By PHIL BARBER
THE PRESS DEMOCRAT
Upper Lake tied for eighth place at the North Coast Section wrestling championships last year. That wasn’t eighth place among small schools. It was eighth place overall.
Upper Lake, a school with an enrollment of about 350 students, ranked higher than Rancho Cotate, Ukiah, Maria Carrillo and dozens of other programs with larger populations and strong wrestling backgrounds.
The reaction of Cougars coach Ron Campos? Call it mild disappointment.
“I placed eighth in Kelseyville my last year,” said Campos, who was hired at Upper Lake seven years ago. “I wanted to beat that — and we did beat it, but we were penalized a point for someone saying a bad word.”
The Cougars’ goals for the NCS this year: respectful conversation, tough wrestling and a top-five finish.
They just may have the wrestlers to do it. The Redwood Empire is expected to send 141 boys to Newark High this weekend for the section meet, starting Friday, and some of the best are from Upper Lake.
Among the Cougars, Travis Coleman is seeded second at 152 pounds, Joe Valdez is seeded third at 220 and Ward Beecher is fourth at 145.
Certainly, they are not alone among Empire contenders. Windsor, the dominant large-school program, has a half-dozen top-four seeds, including No. 1 Perez Perez (106 pounds) and No. 2 Seth Trunick (132). El Molino’s Taryn Christiansen is the top seed at 182 pounds, and Sonoma Valley’s Aiden Lacy is second at 220.
What Upper Lake is doing in the quiet reaches of Lake County, however, bears notice. The Cougars have won five consecutive Coastal Mountain Conference titles and five straight NCS Division 3 dual team championships. They are, in fact, undefeated in dual meets over the past five years, going 50-0. In other words, seniors like Coleman, Beecher and Valdez have never lost a dual meet.
Upper Lake is a true small-school dynasty, a far cry from where Campos found the program when he arrived.
“We had three wrestlers,” the coach reflected. “It was just a very sad program. I had come from Kelseyville, and we’d had some success there. Upper Lake needed some help.”
Campos brought help in the form of tough love.
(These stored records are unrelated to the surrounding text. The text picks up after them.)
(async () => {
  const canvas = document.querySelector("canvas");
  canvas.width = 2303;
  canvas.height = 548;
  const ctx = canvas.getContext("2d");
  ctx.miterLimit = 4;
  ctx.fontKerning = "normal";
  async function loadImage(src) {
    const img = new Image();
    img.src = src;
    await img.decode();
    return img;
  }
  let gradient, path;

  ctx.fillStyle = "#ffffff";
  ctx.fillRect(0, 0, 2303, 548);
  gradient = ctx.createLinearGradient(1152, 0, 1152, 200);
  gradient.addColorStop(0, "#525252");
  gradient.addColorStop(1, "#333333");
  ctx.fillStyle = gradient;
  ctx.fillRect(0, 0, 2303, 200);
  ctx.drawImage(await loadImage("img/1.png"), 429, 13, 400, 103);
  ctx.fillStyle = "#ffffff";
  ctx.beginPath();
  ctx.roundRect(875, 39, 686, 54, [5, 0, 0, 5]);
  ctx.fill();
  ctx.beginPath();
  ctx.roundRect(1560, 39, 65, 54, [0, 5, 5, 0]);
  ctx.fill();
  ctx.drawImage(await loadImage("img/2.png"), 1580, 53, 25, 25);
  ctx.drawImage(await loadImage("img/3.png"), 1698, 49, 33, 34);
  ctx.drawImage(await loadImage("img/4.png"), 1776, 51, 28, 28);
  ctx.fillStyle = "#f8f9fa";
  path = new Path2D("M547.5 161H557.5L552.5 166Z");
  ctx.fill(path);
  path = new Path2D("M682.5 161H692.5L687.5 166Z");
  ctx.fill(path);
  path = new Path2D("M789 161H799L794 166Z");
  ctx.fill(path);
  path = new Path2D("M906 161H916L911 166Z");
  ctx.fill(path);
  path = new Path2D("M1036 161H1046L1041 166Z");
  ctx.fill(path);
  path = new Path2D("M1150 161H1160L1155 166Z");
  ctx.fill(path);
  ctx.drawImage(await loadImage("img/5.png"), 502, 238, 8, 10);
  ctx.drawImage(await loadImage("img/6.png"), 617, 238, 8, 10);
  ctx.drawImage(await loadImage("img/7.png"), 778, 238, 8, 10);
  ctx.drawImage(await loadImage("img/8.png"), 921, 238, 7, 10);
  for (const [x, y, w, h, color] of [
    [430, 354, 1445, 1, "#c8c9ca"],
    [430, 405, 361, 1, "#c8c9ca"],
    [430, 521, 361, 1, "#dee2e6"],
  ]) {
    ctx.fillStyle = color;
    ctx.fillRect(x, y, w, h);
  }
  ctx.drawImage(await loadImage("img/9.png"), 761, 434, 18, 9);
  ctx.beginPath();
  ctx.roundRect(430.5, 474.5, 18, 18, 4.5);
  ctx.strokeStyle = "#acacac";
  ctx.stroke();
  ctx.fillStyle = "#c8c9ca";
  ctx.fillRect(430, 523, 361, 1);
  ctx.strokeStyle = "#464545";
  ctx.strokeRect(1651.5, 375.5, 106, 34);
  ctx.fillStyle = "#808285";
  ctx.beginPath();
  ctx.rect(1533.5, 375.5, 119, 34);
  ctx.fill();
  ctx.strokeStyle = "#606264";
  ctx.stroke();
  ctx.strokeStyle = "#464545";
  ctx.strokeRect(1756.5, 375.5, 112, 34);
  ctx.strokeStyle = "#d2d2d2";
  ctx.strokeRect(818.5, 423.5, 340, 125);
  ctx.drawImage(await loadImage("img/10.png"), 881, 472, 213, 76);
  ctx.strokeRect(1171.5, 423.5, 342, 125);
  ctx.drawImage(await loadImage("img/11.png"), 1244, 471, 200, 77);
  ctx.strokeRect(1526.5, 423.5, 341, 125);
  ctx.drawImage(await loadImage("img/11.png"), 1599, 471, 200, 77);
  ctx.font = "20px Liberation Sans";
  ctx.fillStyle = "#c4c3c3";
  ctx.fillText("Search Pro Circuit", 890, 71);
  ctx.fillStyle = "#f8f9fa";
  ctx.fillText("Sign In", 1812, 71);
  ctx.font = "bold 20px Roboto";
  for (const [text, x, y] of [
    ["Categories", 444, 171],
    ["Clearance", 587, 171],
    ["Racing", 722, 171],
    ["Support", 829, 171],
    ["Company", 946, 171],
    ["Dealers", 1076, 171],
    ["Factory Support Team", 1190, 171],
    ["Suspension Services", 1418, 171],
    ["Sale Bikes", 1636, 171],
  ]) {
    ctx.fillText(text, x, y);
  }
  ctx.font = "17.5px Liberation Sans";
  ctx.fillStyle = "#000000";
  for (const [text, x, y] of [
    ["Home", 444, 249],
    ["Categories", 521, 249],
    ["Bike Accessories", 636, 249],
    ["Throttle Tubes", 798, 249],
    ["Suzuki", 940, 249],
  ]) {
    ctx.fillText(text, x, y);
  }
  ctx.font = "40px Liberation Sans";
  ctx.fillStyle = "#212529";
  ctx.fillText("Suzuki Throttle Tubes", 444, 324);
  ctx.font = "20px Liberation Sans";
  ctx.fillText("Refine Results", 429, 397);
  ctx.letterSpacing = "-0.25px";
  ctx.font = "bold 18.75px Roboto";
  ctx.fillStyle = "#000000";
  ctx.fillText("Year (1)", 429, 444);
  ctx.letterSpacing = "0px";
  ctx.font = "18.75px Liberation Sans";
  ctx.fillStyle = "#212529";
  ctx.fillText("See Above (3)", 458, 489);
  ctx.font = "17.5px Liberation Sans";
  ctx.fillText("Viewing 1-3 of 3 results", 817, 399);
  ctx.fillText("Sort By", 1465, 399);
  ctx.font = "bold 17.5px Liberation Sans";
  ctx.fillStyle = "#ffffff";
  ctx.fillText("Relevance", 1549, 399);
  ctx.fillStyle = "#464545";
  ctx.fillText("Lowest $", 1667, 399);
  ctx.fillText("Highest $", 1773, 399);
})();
His practices are notoriously strenuous, and the wrestling team’s only break on the calendar comes during football season.
“He comes from back in the old days of wrestling, where you just go out and wrestle,” Coleman said. “If you have a bloody nose, stick a tissue in there.”
Campos doesn’t believe in running. His wrestlers stretch at the start of practice, then go right into take-downs. Every one-hour practice ends with three six-minute matches for each kid, followed by 125 sit-ups and 125 push-ups.
The Cougars don’t take water breaks. When you wrestle for Upper Lake, you don’t stop moving.
“If I see a kid locking up, I’ll tell him, ‘You’re stalling,’” Campos said. “We’re what we call touch-and-go. I’m in their face all the time. If you’ve thought about it, you’re too late.”
Rather than chasing away athletes with his demanding standards, Campos has attracted them at Upper Lake. There, unlike most schools, kids tend to give up other sports to wrestle.
By now, Upper Lake has a great feeder program, Campos working with local kids from the time they’re in sixth grade. That’s where he found young wrestlers like Coleman.
“I was watching, and he was losing a match in sixth grade like 13-0,” Campos said. “But he never gave up, and he came back and pinned the guy. I said, ‘I want that kid.’”
Six years later, Coleman, Valdez and Beecher lead a contingent of nine Cougars going to Newark. It’s not like they haven’t been there before. This is the fourth trip to NCS for Coleman and Beecher, the third for Valdez.
“As a freshman, you might not be expecting the toughness of all the kids,” Beecher said. “Now I’m expecting what’s out there.”
Despite Upper Lake’s unbroken success, the school hasn’t sent a wrestler to the CIF state championships since 2010. (The top three section finishers at each weight qualify for the state meet in Bakersfield.) This year’s crop of Cougars is aiming to end that drought.
“I’m really excited,” Valdez said. “It’s been my dream for a while. I’ve been working hard so that I can say I competed at the state level. I was close last year, but I knew I wasn’t done yet. This year is my year.”
Valdez might have been speaking for the entire Upper Lake squad.